Pues, aunque pataleen y pongan el grito en el cielo; amenacen con demandar por calumnia y paguen cualquier cantidad de plata a los medios de comunicación, tan ávidos de publicidad más que de ética periodística, la industria farmacéutica, por la simple cuestión del beneficio económico, prefiere invertir en medicamentos que debamos tomar el resto de nuestras vidas, que en la curación de enfermedades. Y en la misma dirección apoya con sus multimillonarios recursos a los investigadores a que desarrollen paliativos; y así mismo, premia a los médicos que los recetan a sus pacientes.

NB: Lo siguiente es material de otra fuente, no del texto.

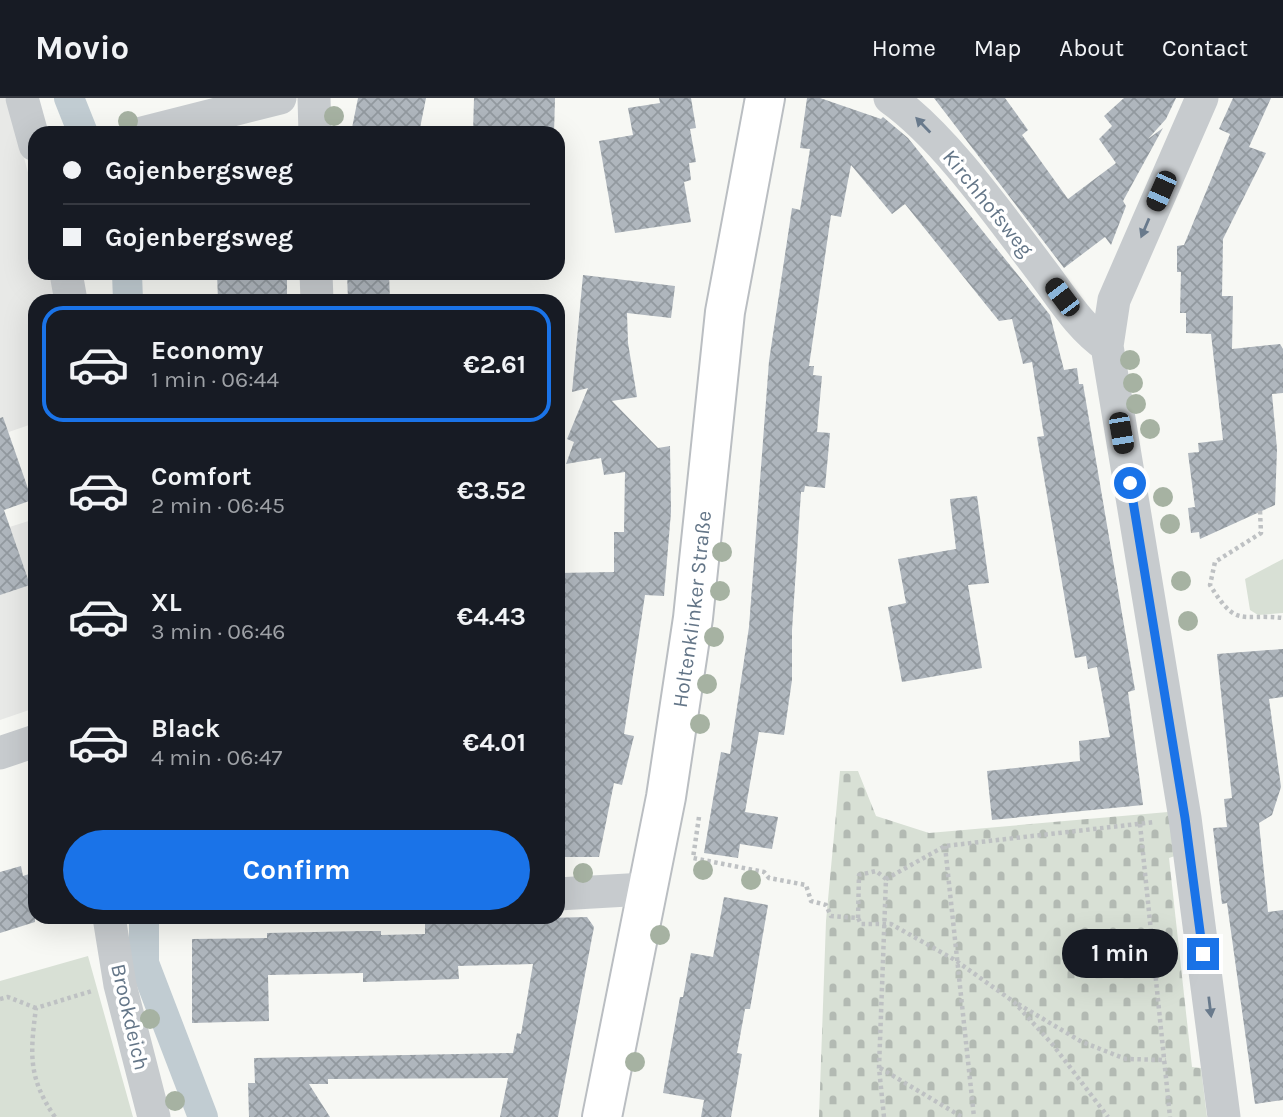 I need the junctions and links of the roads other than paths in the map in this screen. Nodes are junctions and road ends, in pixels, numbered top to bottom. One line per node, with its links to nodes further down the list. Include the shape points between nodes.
1 (22, 98): 7 (street)
2 (280, 98): 8 (street)
3 (314, 98): 9 (street)
4 (765, 98): 13 (main road, Holtenklinker Straße, via 725,312 693,618 666,797)
5 (890, 98): 10 (street, Kirchhofsweg, one-way to 5, via 1078,320 934,137)
6 (1202, 98): 10 (street, one-way to 10, via 1114,300)
7 (30, 126)
8 (170, 126)
9 (315, 126)
10 (1107, 345): 18 (street, one-way to 18, via 1185,818)
11 (28, 743): 12 (street)
12 (0, 753)
13 (645, 888): 14 (street); 17 (main road, Holtenklinker Straße)
14 (565, 894)
15 (109, 924): 16 (street, Brookdeich)
16 (154, 1117)
17 (602, 1117)
18 (1224, 1117)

Negar esto es negar una evidencia lógica. Negar que la industria farmacéutica es un negocio, como otro cualquiera fuera, si de por medio no estuvieran unos consumidores que no se pueden llamar clientes sino pacientes; que en ellos no se juega un capricho o gusto por determinado artículo o producto, sino la vida.
En derecho humanitario, esto del cliente y del paciente, sigue siendo una categorización válida. Pero como el neoliberalismo se apoderó de los sistemas de salud en el mundo, prima el concepto mercantilista que hace desaparecer al paciente y potenciar al cliente con un ítem: es en el sector de la salud, único caso en donde el cliente nunca tiene la razón por un sencillo motivo: la satisfacción del “cliente” llevaría a la ruina al productor de medicamentos porque, parafraseando a Ford: ¿A quién le vendo mis remedios si no hay enfermos?
¿Cuál sería la solución? Fácil, en teoría: hay que cambiar la ecuación con el fin de que la rentabilidad de la industria farmacéutica no derive de la cantidad de enfermos que haya en el mundo, sino de la cantidad de aliviados. Entonces, toda la investigación se dirigiría a encontrar «la garrapata en el oído».